**Collected data entries**.

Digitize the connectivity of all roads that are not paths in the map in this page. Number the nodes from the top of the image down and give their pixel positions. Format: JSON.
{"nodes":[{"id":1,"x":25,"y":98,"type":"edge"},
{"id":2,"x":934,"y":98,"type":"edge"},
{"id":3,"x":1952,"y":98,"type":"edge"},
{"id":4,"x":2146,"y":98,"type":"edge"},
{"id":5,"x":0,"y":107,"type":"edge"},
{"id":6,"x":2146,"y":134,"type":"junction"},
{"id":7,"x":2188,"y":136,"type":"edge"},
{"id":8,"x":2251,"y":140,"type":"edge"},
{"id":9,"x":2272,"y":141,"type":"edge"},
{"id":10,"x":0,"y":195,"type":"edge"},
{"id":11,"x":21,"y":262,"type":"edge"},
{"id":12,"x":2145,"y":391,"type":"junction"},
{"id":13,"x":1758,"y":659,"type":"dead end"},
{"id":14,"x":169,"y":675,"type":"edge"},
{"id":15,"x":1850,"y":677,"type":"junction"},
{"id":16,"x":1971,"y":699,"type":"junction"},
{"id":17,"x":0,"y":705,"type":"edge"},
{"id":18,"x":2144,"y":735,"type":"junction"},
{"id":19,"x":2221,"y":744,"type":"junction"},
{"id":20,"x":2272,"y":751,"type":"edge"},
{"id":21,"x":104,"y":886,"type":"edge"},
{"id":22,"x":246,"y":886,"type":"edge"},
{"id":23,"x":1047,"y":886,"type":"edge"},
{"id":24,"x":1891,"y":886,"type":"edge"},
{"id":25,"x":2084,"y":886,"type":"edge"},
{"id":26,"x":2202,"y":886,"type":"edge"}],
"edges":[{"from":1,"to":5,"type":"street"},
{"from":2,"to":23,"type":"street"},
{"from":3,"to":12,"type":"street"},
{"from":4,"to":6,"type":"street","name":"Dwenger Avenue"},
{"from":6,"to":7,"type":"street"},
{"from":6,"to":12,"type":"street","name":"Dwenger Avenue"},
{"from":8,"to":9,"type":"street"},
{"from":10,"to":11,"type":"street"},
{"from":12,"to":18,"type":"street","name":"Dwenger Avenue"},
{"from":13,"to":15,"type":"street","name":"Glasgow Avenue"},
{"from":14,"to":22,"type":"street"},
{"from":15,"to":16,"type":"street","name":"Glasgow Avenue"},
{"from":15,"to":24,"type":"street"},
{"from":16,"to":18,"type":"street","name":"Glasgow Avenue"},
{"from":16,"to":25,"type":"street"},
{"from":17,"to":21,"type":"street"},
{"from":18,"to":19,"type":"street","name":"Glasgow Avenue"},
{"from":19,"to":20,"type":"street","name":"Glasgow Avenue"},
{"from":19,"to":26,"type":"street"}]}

**Goal of the exercise**.
A complete answer lists each line of the data that holds the word "junction".

**Completed exercise**.
{"id":6,"x":2146,"y":134,"type":"junction"},
{"id":12,"x":2145,"y":391,"type":"junction"},
{"id":15,"x":1850,"y":677,"type":"junction"},
{"id":16,"x":1971,"y":699,"type":"junction"},
{"id":18,"x":2144,"y":735,"type":"junction"},
{"id":19,"x":2221,"y":744,"type":"junction"},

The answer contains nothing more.